History

United States
- Ordered: as Charles J. Ashley
- Laid down: 1936
- Launched: 1936
- Acquired: 5 November 1940
- In service: 22 June 1941
- Out of service: 15 April 1946
- Stricken: 8 May 1946
- Fate: Returned to owner, 20 December 1946

General characteristics
- Displacement: 185 tons
- Length: 93 ft 4 in (28.45 m)
- Beam: 19 ft 4 in (5.89 m)
- Draught: 9 ft 6 in (2.90 m)
- Speed: 9.5 knots (17.6 km/h)
- Complement: 16
- Armament: two .30 cal (7.62 mm) machine guns

= USS Blue Jay (AMc-23) =

Minesweeper of the United States Navy

USS Blue Jay (AMc-23) was a coastal minesweeper acquired by the U.S. Navy during World War II for the dangerous task of removing mines from minefields laid in the water to prevent ships from passing.

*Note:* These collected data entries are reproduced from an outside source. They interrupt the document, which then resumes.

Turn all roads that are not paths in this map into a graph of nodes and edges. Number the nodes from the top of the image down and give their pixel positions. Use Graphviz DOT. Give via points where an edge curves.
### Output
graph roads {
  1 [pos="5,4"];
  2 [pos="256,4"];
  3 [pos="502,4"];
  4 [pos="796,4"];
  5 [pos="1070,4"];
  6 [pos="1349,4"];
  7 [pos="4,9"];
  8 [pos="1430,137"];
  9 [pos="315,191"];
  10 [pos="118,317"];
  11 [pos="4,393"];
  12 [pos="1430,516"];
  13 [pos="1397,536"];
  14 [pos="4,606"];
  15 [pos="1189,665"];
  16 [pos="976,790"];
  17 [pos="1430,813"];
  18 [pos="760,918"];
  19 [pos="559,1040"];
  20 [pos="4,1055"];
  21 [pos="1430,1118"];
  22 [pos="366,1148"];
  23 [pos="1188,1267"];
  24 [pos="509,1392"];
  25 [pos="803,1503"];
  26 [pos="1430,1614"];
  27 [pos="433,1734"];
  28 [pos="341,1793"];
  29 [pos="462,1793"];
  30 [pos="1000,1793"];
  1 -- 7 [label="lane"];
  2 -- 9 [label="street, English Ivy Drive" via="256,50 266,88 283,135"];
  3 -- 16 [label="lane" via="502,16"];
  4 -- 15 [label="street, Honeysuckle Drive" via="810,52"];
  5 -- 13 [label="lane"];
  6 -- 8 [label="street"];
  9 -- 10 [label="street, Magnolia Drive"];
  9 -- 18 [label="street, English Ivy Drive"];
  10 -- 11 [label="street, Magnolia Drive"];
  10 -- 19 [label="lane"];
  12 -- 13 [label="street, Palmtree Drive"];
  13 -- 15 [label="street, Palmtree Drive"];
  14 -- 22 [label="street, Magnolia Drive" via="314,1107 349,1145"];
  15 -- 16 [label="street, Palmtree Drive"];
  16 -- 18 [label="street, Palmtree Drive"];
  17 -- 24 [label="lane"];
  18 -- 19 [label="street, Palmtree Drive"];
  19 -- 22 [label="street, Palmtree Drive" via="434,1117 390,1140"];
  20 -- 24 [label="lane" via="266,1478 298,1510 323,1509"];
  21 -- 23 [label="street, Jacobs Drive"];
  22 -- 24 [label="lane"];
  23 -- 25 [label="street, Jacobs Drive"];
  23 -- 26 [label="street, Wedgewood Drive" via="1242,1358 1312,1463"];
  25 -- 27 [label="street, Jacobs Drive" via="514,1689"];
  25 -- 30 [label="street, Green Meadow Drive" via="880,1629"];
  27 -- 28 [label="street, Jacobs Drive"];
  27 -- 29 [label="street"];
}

Charles J. Ashley—a wooden-hulled "dragger" (fishing craft) built in 1936 at Thomaston, Maine, by the Wilbur Morse Shipyards—was acquired by the Navy from John G. Murley of Fairhaven, Massachusetts, on 5 November 1940; renamed Blue Jay and classified as a coastal minesweeper, AMc-23, on 22 November 1940; converted to a minecraft at the Neponset, Massachusetts, shipyards of George Lawley & Sons; and placed in service at the Boston Navy Yard on 22 June 1941.

== World War II service ==

Departing Boston, Massachusetts, on 14 July, Blue Jay arrived at the Mine Warfare School, Yorktown, Virginia, on the 18th for three weeks training. Departing Yorktown on 2 August, the minesweeper reached the Philadelphia Navy Yard the following day. Following upkeep, she and three other coastal minesweepers proceeded to the naval base at Cape May, New Jersey, on 16 August to operate as the minesweeping detachment of the 4th Naval District's local defense forces. Blue Jay, her three near-sisters, and two coastal minesweepers, swept the mouth of the Delaware River into the autumn of 1943.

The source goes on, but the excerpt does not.